Add 3 tbsp mirin and 3 tbsp sake to a small sauce pan and bring to a boil over a medium heat for 1-2 minutes.
Lower the heat to medium-low and add 3 tbsp Japanese soy sauce (koikuchi shoyu), 2 tbsp light brown sugar and 3 tbsp water. Stir over the heat until the sugar has dissolved.
Place 5 g dried kelp (kombu) in the sauce and leave to soak at room temperature for about 30 minutes (or until the kombu has rehydrated).
Sukiyaki
While the kombu is soaking, prepare your tofu and vegetables.• 200 g firm tofu - large cubes• 2 leaves Napa cabbage - roughly cut• 60 g enoki mushrooms - cut off the roots• ½ carrot - peel and slice about 1cm thick, use a cutter to make decorative shapes (optional)• 1 Japanese leek (naganegi) - cut diagonally into 5-6cm pieces• 4 fresh shiitake mushroom - stems trimmed and decorative incisions cut on caps (optional)
Once the sauce is ready, heat a wide, shallow iron pot over a medium heat and coat evenly with 1 tbsp beef suet (fat) or lard.
After the fat is melted and the pot is hot, add the leek and cook until slightly charred.
When the leeks are lightly browned, push them to one side and add the sauce, tofu and vegetables (except the crown daisy). Bring the sauce to a boil and then lower the heat to a simmer.
Make some space between the ingredients and add 250 g thinly sliced beef so that it's in contact with the sauce.

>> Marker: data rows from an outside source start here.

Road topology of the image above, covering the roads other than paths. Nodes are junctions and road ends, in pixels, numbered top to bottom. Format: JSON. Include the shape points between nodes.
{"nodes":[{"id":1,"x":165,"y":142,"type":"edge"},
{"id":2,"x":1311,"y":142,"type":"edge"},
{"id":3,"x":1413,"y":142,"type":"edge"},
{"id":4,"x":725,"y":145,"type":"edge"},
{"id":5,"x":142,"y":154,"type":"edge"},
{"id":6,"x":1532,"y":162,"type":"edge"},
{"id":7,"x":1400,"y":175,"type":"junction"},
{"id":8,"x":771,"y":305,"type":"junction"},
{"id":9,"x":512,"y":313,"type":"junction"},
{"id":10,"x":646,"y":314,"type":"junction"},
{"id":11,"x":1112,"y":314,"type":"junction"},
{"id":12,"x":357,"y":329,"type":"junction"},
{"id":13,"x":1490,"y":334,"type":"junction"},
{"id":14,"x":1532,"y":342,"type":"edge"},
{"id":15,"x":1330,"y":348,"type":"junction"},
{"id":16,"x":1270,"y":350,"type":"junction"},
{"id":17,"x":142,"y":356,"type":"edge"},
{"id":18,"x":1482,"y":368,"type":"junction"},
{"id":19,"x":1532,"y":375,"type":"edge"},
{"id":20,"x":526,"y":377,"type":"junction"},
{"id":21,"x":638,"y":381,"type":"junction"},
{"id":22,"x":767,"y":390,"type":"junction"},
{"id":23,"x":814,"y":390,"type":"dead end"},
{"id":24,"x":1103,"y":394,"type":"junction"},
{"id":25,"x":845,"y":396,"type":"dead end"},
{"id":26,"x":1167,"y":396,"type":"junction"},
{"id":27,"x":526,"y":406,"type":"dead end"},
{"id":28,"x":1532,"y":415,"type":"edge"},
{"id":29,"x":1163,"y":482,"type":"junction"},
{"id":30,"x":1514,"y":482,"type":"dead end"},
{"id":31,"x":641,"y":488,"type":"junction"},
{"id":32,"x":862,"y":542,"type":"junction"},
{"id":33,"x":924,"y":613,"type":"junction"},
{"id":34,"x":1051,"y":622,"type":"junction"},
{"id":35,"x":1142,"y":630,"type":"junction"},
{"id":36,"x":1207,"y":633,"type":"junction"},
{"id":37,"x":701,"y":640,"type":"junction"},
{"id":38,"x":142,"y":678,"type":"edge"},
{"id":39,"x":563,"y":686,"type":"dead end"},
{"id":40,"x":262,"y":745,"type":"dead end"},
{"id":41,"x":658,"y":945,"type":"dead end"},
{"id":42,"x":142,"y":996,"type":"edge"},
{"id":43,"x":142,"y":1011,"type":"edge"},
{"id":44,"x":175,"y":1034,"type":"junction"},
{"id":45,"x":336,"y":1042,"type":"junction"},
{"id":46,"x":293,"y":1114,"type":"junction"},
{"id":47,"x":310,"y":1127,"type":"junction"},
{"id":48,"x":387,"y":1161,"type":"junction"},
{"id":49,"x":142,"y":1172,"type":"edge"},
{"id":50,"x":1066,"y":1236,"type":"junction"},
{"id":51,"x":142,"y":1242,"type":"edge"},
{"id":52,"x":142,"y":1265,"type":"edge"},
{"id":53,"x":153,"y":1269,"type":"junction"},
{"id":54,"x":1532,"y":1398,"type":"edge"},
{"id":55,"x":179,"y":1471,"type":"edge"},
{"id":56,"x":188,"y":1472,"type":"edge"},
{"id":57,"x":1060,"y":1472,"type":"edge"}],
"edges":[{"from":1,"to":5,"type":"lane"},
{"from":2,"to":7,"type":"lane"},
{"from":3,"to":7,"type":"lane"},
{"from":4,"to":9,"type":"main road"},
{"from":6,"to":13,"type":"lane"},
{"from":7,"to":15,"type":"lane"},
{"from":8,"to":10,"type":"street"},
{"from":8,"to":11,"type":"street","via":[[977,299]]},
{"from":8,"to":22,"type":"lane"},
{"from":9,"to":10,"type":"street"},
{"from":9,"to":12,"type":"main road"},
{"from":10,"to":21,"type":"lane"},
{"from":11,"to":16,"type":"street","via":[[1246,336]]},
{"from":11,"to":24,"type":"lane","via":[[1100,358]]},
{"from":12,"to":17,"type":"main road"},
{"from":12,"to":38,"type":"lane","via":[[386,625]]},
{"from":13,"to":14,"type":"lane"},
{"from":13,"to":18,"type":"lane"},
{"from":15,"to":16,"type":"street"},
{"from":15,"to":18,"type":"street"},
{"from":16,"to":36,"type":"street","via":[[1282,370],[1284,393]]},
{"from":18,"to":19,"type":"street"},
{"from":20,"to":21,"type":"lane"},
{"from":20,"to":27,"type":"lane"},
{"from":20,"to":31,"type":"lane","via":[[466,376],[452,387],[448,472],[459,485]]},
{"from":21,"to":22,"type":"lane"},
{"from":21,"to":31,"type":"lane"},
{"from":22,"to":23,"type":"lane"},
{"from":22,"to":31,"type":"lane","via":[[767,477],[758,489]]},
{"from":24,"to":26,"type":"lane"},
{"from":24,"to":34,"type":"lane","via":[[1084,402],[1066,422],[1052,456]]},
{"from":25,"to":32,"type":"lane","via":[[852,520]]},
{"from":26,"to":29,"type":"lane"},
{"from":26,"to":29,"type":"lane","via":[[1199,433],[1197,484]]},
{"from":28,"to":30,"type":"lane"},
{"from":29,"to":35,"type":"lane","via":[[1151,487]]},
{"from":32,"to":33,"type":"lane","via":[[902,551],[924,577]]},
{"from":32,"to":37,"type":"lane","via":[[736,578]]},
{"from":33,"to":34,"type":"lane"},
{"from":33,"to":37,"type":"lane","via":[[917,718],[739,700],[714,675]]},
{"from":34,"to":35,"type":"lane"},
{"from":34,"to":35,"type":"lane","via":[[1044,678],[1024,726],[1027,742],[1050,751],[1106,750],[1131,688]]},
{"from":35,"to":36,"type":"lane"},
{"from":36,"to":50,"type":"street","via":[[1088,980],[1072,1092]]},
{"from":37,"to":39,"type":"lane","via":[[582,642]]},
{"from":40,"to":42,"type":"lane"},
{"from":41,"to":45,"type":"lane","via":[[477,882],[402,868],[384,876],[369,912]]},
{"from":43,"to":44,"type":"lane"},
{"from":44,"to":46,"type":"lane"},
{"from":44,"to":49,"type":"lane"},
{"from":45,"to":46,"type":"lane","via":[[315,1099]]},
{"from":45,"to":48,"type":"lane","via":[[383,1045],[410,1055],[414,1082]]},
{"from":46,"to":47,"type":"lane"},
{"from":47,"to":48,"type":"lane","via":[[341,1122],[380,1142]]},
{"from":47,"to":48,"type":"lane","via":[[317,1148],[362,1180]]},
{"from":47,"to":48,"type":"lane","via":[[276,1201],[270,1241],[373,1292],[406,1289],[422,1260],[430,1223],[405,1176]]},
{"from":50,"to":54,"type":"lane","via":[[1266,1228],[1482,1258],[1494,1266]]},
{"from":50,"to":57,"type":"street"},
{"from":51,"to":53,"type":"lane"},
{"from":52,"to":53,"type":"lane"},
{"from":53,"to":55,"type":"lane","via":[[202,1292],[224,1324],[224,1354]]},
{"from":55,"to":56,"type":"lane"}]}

Turn the tofu over and add 75 g chrysanthemum greens (shungiku) to the pot.
Simmer without a lid until the beef and vegetables are cooked to your liking. (Approximately 5-15 minutes depending on the ingredient.)As each ingredient cooks, remove it from the pot and distribute between each person. Top up with more ingredients as you go.
Give each person a bowl and a raw pasteurised egg. Each person should crack the egg into the bowl and whisk thoroughly before using it to dip the cooked sukiyaki ingredients. (optional)
Once all of the ingredients are eaten, enjoy the last of the sauce by adding some cooked udon or shirataki noodles.
Enjoy!
Notes
Buy pre-sliced sukiyaki beef at an Asian market if possible. If you slice yourself, use a well-marbled cut and slice across the grain to about 2 mm.Sukiyaki-thin-sliced beef cooks in under 60 seconds. Remove or relocate slices to the pot's cooler edges the moment they lose their pink color, as even 30 seconds too long in simmering sauce toughens the proteins.Treat the center as the hot cook zone and the rim as a cooler holding zone. Parking finished beef at the edge prevents overcooking while vegetables keep simmering in the center.Cook in waves, not all at once. Add fresh ingredients as cooked ones disappear, serve each person continuously throughout the meal, and finish with udon in the flavor-concentrated final sauce.Pair every bite with plain steamed rice and the raw egg dip to balance the rich, salty-sweet intensity.